Task statement: Pictures aside, each entry has to be returned exactly as it stands.

**** Task inputs

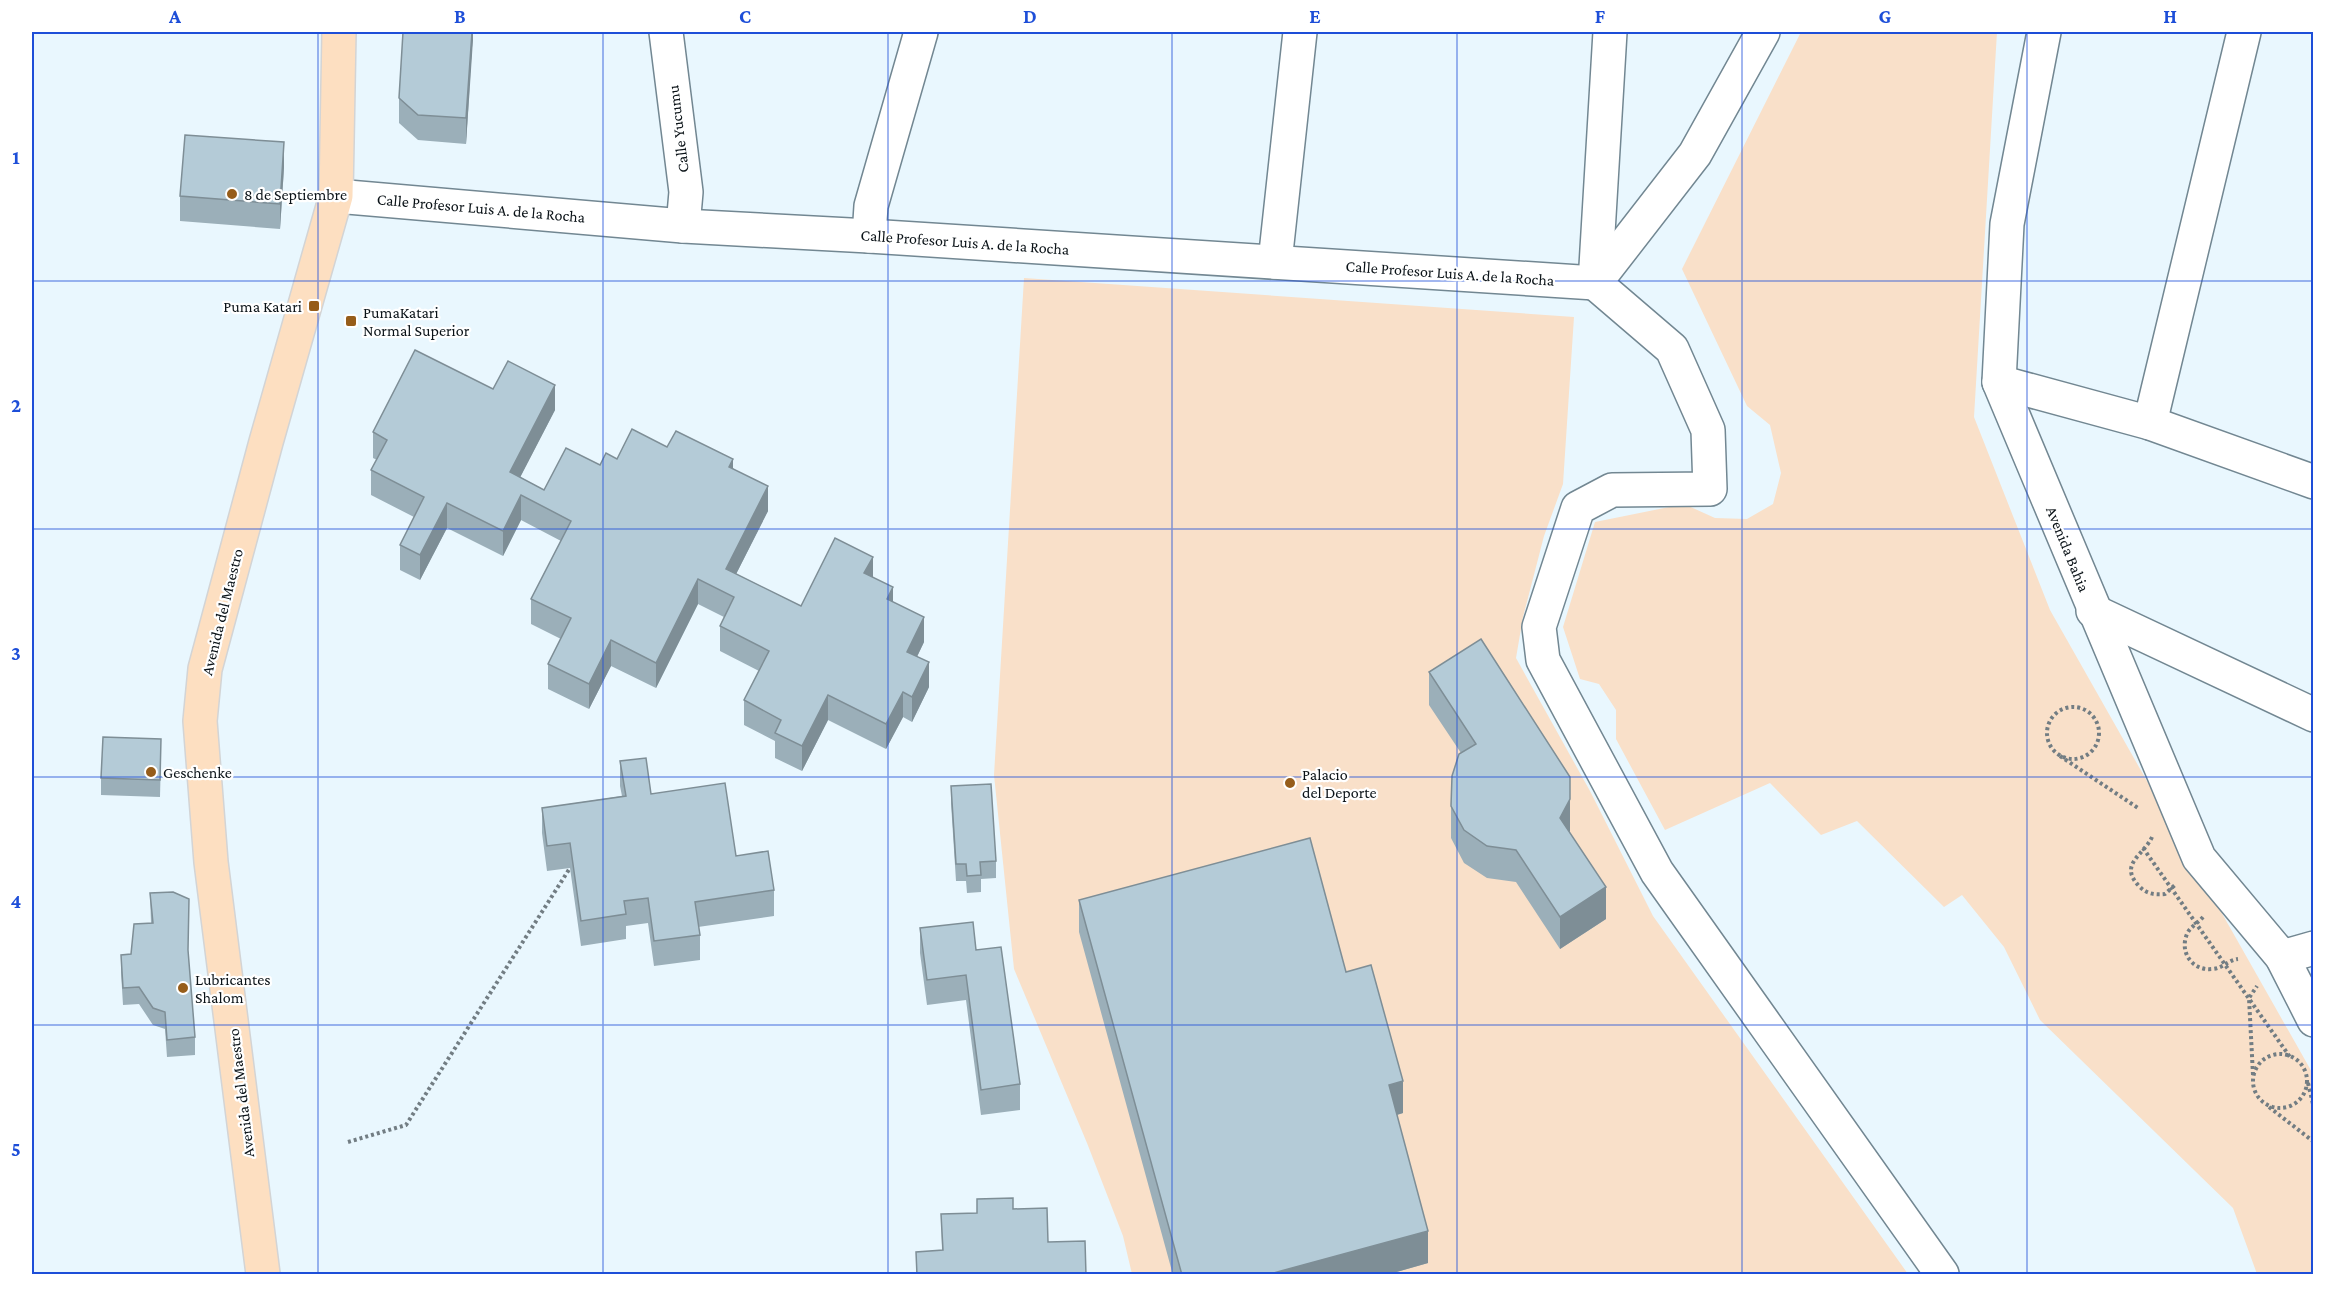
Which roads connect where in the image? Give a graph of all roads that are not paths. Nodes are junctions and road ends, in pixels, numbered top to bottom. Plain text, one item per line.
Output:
1 (339, 32) edge
2 (666, 32) edge
3 (921, 32) edge
4 (1300, 32) edge
5 (1610, 32) edge
6 (1763, 32) edge
7 (2044, 32) edge
8 (2244, 32) edge
9 (336, 196) junction
10 (683, 226) junction
11 (869, 236) junction
12 (1275, 262) junction
13 (1595, 283) junction
14 (1999, 382) junction
15 (2150, 423) junction
16 (2313, 482) edge
17 (2093, 611) junction
18 (2313, 715) edge
19 (2313, 948) edge
20 (2282, 957) junction
21 (2313, 1020) edge
22 (263, 1275) edge
23 (1942, 1275) edge

1 - 9 main road, Avenida del Maestro
2 - 10 street, Calle Yucumu
3 - 11 street
4 - 12 street
5 - 13 street
6 - 13 street
7 - 14 street, Avenida Bahia
8 - 15 street
9 - 10 street, Calle Profesor Luis A. de la Rocha
9 - 22 main road, Avenida del Maestro
10 - 11 street, Calle Profesor Luis A. de la Rocha
11 - 12 street, Calle Profesor Luis A. de la Rocha
12 - 13 street, Calle Profesor Luis A. de la Rocha
13 - 23 street
14 - 15 street
14 - 17 street, Avenida Bahia
15 - 16 street
17 - 18 street
17 - 20 street, Avenida Bahia
19 - 20 street
20 - 21 street, Avenida Bahia

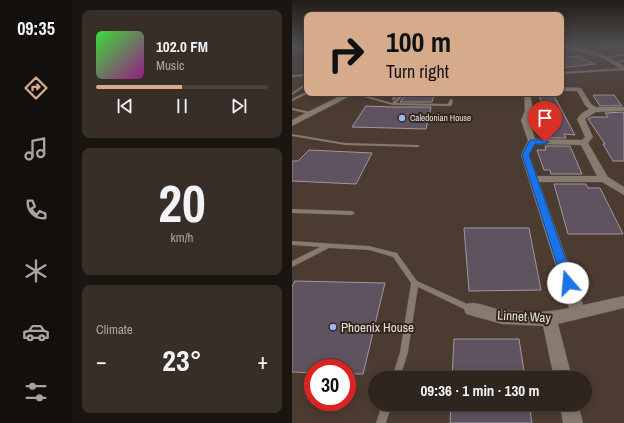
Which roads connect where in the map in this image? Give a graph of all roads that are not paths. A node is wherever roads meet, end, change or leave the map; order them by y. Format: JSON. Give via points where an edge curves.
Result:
{"nodes":[{"id":1,"x":624,"y":69,"type":"edge"},
{"id":2,"x":564,"y":73,"type":"edge"},
{"id":3,"x":304,"y":75,"type":"edge"},
{"id":4,"x":292,"y":76,"type":"edge"},
{"id":5,"x":304,"y":86,"type":"edge"},
{"id":6,"x":564,"y":89,"type":"edge"},
{"id":7,"x":292,"y":94,"type":"edge"},
{"id":8,"x":304,"y":94,"type":"edge"},
{"id":9,"x":346,"y":96,"type":"edge"},
{"id":10,"x":363,"y":96,"type":"edge"},
{"id":11,"x":401,"y":96,"type":"dead end"},
{"id":12,"x":527,"y":96,"type":"edge"},
{"id":13,"x":292,"y":100,"type":"edge"},
{"id":14,"x":451,"y":100,"type":"dead end"},
{"id":15,"x":393,"y":104,"type":"junction"},
{"id":16,"x":292,"y":109,"type":"edge"},
{"id":17,"x":594,"y":109,"type":"junction"},
{"id":18,"x":624,"y":109,"type":"edge"},
{"id":19,"x":310,"y":113,"type":"junction"},
{"id":20,"x":292,"y":123,"type":"edge"},
{"id":21,"x":292,"y":135,"type":"edge"},
{"id":22,"x":532,"y":141,"type":"junction"},
{"id":23,"x":584,"y":143,"type":"junction"},
{"id":24,"x":418,"y":146,"type":"dead end"},
{"id":25,"x":534,"y":179,"type":"junction"},
{"id":26,"x":604,"y":179,"type":"junction"},
{"id":27,"x":624,"y":192,"type":"edge"},
{"id":28,"x":292,"y":211,"type":"edge"},
{"id":29,"x":352,"y":214,"type":"dead end"},
{"id":30,"x":292,"y":244,"type":"edge"},
{"id":31,"x":329,"y":245,"type":"junction"},
{"id":32,"x":292,"y":264,"type":"edge"},
{"id":33,"x":415,"y":283,"type":"junction"},
{"id":34,"x":624,"y":302,"type":"edge"},
{"id":35,"x":471,"y":309,"type":"joint"},
{"id":36,"x":578,"y":313,"type":"junction"},
{"id":37,"x":549,"y":319,"type":"junction"},
{"id":38,"x":398,"y":371,"type":"edge"},
{"id":39,"x":561,"y":371,"type":"edge"},
{"id":40,"x":385,"y":411,"type":"edge"},
{"id":41,"x":570,"y":411,"type":"edge"},
{"id":42,"x":381,"y":423,"type":"edge"},
{"id":43,"x":573,"y":423,"type":"edge"}],
"edges":[{"from":1,"to":2,"type":"lane"},
{"from":3,"to":4,"type":"lane"},
{"from":5,"to":7,"type":"lane"},
{"from":6,"to":17,"type":"street","via":[[579,90],[588,105]]},
{"from":8,"to":13,"type":"lane"},
{"from":9,"to":19,"type":"street"},
{"from":10,"to":15,"type":"lane"},
{"from":11,"to":15,"type":"lane"},
{"from":12,"to":22,"type":"street","via":[[529,111],[526,120]]},
{"from":14,"to":15,"type":"lane","via":[[450,105]]},
{"from":16,"to":19,"type":"lane"},
{"from":17,"to":18,"type":"street"},
{"from":17,"to":23,"type":"street","via":[[585,112],[581,119],[589,137]]},
{"from":19,"to":20,"type":"street"},
{"from":21,"to":24,"type":"lane","via":[[345,144]]},
{"from":22,"to":23,"type":"street"},
{"from":22,"to":25,"type":"street","via":[[525,155]]},
{"from":23,"to":26,"type":"street"},
{"from":25,"to":26,"type":"street"},
{"from":25,"to":36,"type":"street"},
{"from":26,"to":27,"type":"street"},
{"from":28,"to":29,"type":"lane"},
{"from":30,"to":31,"type":"lane"},
{"from":31,"to":32,"type":"lane"},
{"from":31,"to":33,"type":"lane","via":[[369,248],[395,255]]},
{"from":33,"to":35,"type":"lane"},
{"from":33,"to":38,"type":"lane","via":[[404,352]]},
{"from":34,"to":36,"type":"street","name":"Linnet Way"},
{"from":35,"to":37,"type":"street","name":"Linnet Way","via":[[502,317]]},
{"from":36,"to":37,"type":"street","name":"Linnet Way"},
{"from":37,"to":39,"type":"street"},
{"from":40,"to":42,"type":"lane"},
{"from":41,"to":43,"type":"street"}]}
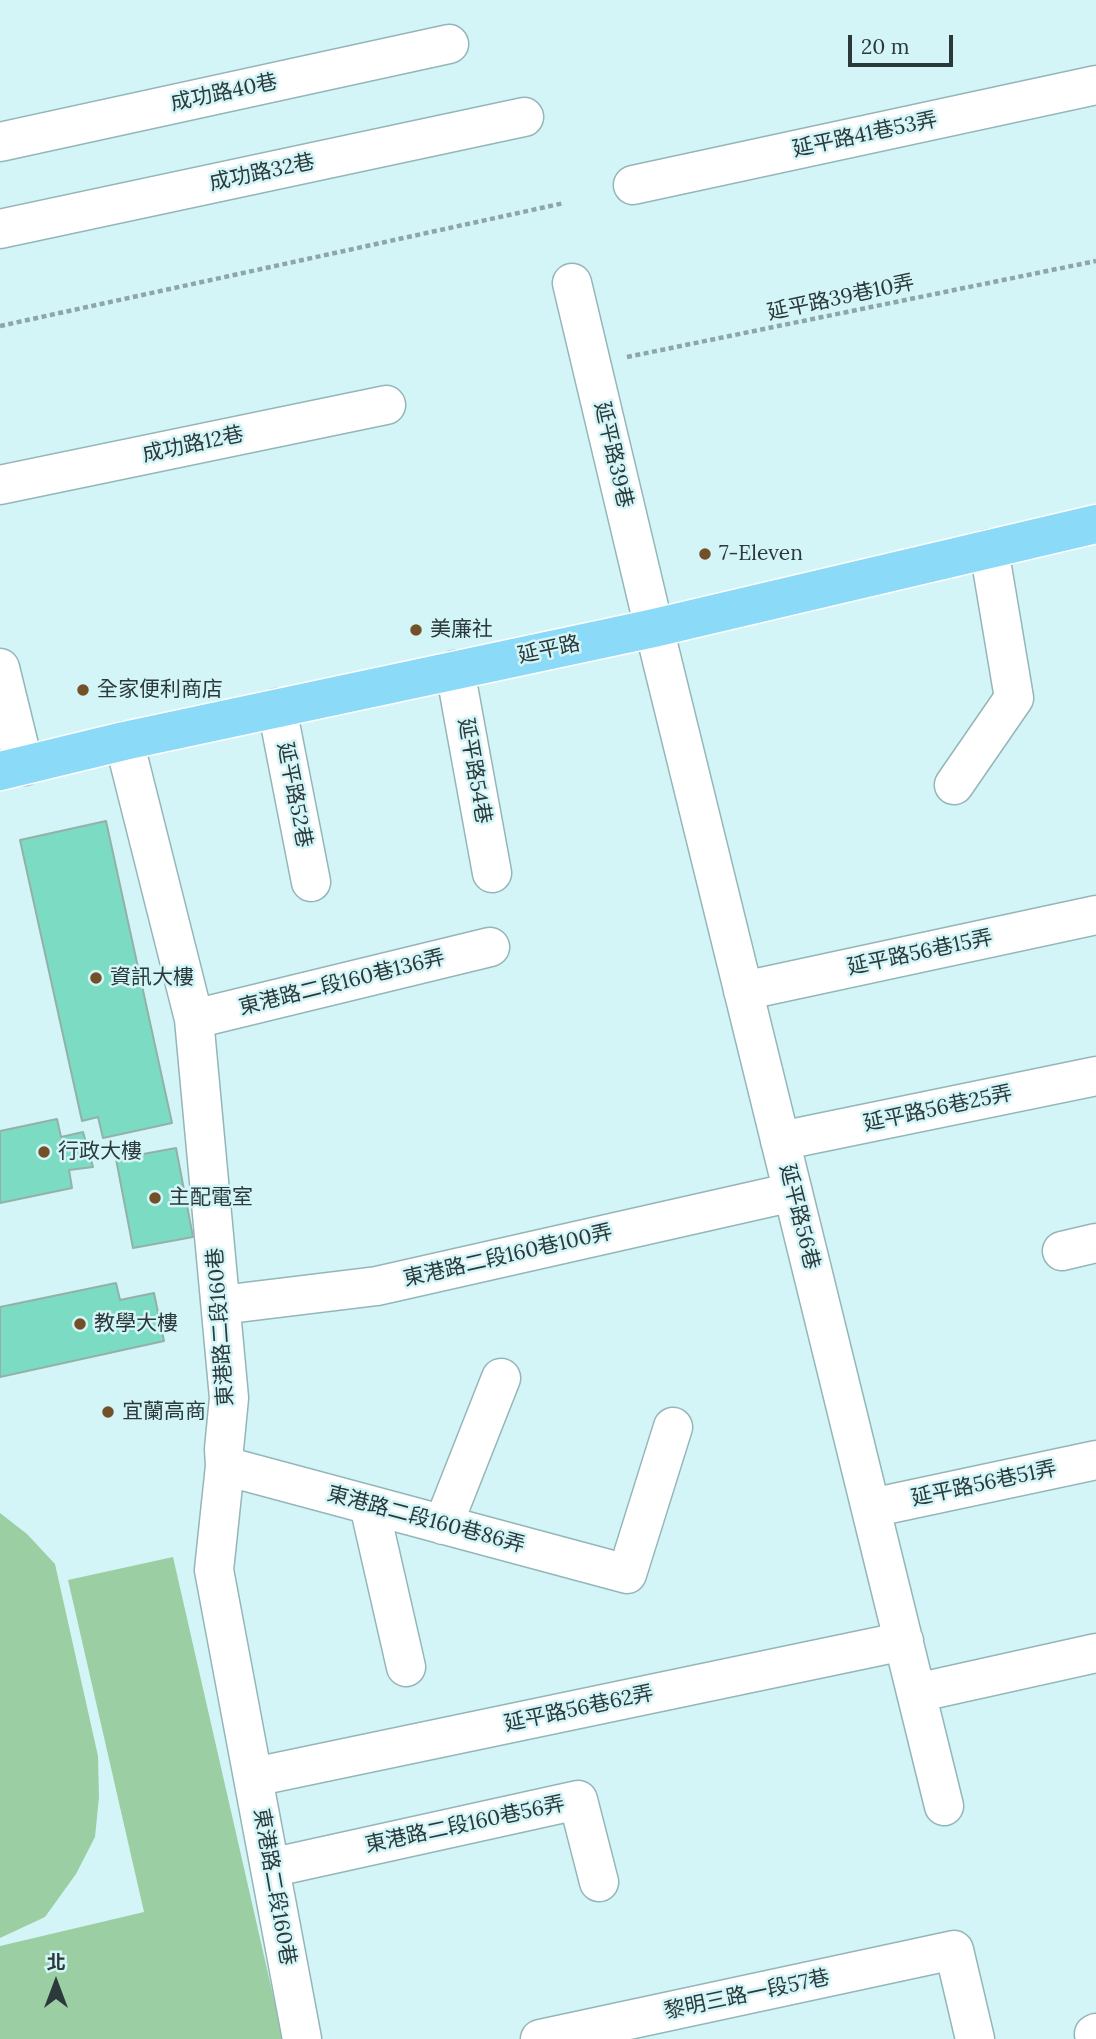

********

Answer to the problem:
Which roads connect where in the image? Give a graph of all roads that are not paths. Nodes are junctions and road ends, in pixels, numbered top to bottom. Plain text, one item per line.
Output:
1 (339, 32) edge
2 (666, 32) edge
3 (921, 32) edge
4 (1300, 32) edge
5 (1610, 32) edge
6 (1763, 32) edge
7 (2044, 32) edge
8 (2244, 32) edge
9 (336, 196) junction
10 (683, 226) junction
11 (869, 236) junction
12 (1275, 262) junction
13 (1595, 283) junction
14 (1999, 382) junction
15 (2150, 423) junction
16 (2313, 482) edge
17 (2093, 611) junction
18 (2313, 715) edge
19 (2313, 948) edge
20 (2282, 957) junction
21 (2313, 1020) edge
22 (263, 1275) edge
23 (1942, 1275) edge

1 - 9 main road, Avenida del Maestro
2 - 10 street, Calle Yucumu
3 - 11 street
4 - 12 street
5 - 13 street
6 - 13 street
7 - 14 street, Avenida Bahia
8 - 15 street
9 - 10 street, Calle Profesor Luis A. de la Rocha
9 - 22 main road, Avenida del Maestro
10 - 11 street, Calle Profesor Luis A. de la Rocha
11 - 12 street, Calle Profesor Luis A. de la Rocha
12 - 13 street, Calle Profesor Luis A. de la Rocha
13 - 23 street
14 - 15 street
14 - 17 street, Avenida Bahia
15 - 16 street
17 - 18 street
17 - 20 street, Avenida Bahia
19 - 20 street
20 - 21 street, Avenida Bahia

Which roads connect where in the map in this image? Give a graph of all roads that are not paths. A node is wherever roads meet, end, change or leave the map; order them by y. Format: JSON. Give via points where an edge curves.
Result:
{"nodes":[{"id":1,"x":624,"y":69,"type":"edge"},
{"id":2,"x":564,"y":73,"type":"edge"},
{"id":3,"x":304,"y":75,"type":"edge"},
{"id":4,"x":292,"y":76,"type":"edge"},
{"id":5,"x":304,"y":86,"type":"edge"},
{"id":6,"x":564,"y":89,"type":"edge"},
{"id":7,"x":292,"y":94,"type":"edge"},
{"id":8,"x":304,"y":94,"type":"edge"},
{"id":9,"x":346,"y":96,"type":"edge"},
{"id":10,"x":363,"y":96,"type":"edge"},
{"id":11,"x":401,"y":96,"type":"dead end"},
{"id":12,"x":527,"y":96,"type":"edge"},
{"id":13,"x":292,"y":100,"type":"edge"},
{"id":14,"x":451,"y":100,"type":"dead end"},
{"id":15,"x":393,"y":104,"type":"junction"},
{"id":16,"x":292,"y":109,"type":"edge"},
{"id":17,"x":594,"y":109,"type":"junction"},
{"id":18,"x":624,"y":109,"type":"edge"},
{"id":19,"x":310,"y":113,"type":"junction"},
{"id":20,"x":292,"y":123,"type":"edge"},
{"id":21,"x":292,"y":135,"type":"edge"},
{"id":22,"x":532,"y":141,"type":"junction"},
{"id":23,"x":584,"y":143,"type":"junction"},
{"id":24,"x":418,"y":146,"type":"dead end"},
{"id":25,"x":534,"y":179,"type":"junction"},
{"id":26,"x":604,"y":179,"type":"junction"},
{"id":27,"x":624,"y":192,"type":"edge"},
{"id":28,"x":292,"y":211,"type":"edge"},
{"id":29,"x":352,"y":214,"type":"dead end"},
{"id":30,"x":292,"y":244,"type":"edge"},
{"id":31,"x":329,"y":245,"type":"junction"},
{"id":32,"x":292,"y":264,"type":"edge"},
{"id":33,"x":415,"y":283,"type":"junction"},
{"id":34,"x":624,"y":302,"type":"edge"},
{"id":35,"x":471,"y":309,"type":"joint"},
{"id":36,"x":578,"y":313,"type":"junction"},
{"id":37,"x":549,"y":319,"type":"junction"},
{"id":38,"x":398,"y":371,"type":"edge"},
{"id":39,"x":561,"y":371,"type":"edge"},
{"id":40,"x":385,"y":411,"type":"edge"},
{"id":41,"x":570,"y":411,"type":"edge"},
{"id":42,"x":381,"y":423,"type":"edge"},
{"id":43,"x":573,"y":423,"type":"edge"}],
"edges":[{"from":1,"to":2,"type":"lane"},
{"from":3,"to":4,"type":"lane"},
{"from":5,"to":7,"type":"lane"},
{"from":6,"to":17,"type":"street","via":[[579,90],[588,105]]},
{"from":8,"to":13,"type":"lane"},
{"from":9,"to":19,"type":"street"},
{"from":10,"to":15,"type":"lane"},
{"from":11,"to":15,"type":"lane"},
{"from":12,"to":22,"type":"street","via":[[529,111],[526,120]]},
{"from":14,"to":15,"type":"lane","via":[[450,105]]},
{"from":16,"to":19,"type":"lane"},
{"from":17,"to":18,"type":"street"},
{"from":17,"to":23,"type":"street","via":[[585,112],[581,119],[589,137]]},
{"from":19,"to":20,"type":"street"},
{"from":21,"to":24,"type":"lane","via":[[345,144]]},
{"from":22,"to":23,"type":"street"},
{"from":22,"to":25,"type":"street","via":[[525,155]]},
{"from":23,"to":26,"type":"street"},
{"from":25,"to":26,"type":"street"},
{"from":25,"to":36,"type":"street"},
{"from":26,"to":27,"type":"street"},
{"from":28,"to":29,"type":"lane"},
{"from":30,"to":31,"type":"lane"},
{"from":31,"to":32,"type":"lane"},
{"from":31,"to":33,"type":"lane","via":[[369,248],[395,255]]},
{"from":33,"to":35,"type":"lane"},
{"from":33,"to":38,"type":"lane","via":[[404,352]]},
{"from":34,"to":36,"type":"street","name":"Linnet Way"},
{"from":35,"to":37,"type":"street","name":"Linnet Way","via":[[502,317]]},
{"from":36,"to":37,"type":"street","name":"Linnet Way"},
{"from":37,"to":39,"type":"street"},
{"from":40,"to":42,"type":"lane"},
{"from":41,"to":43,"type":"street"}]}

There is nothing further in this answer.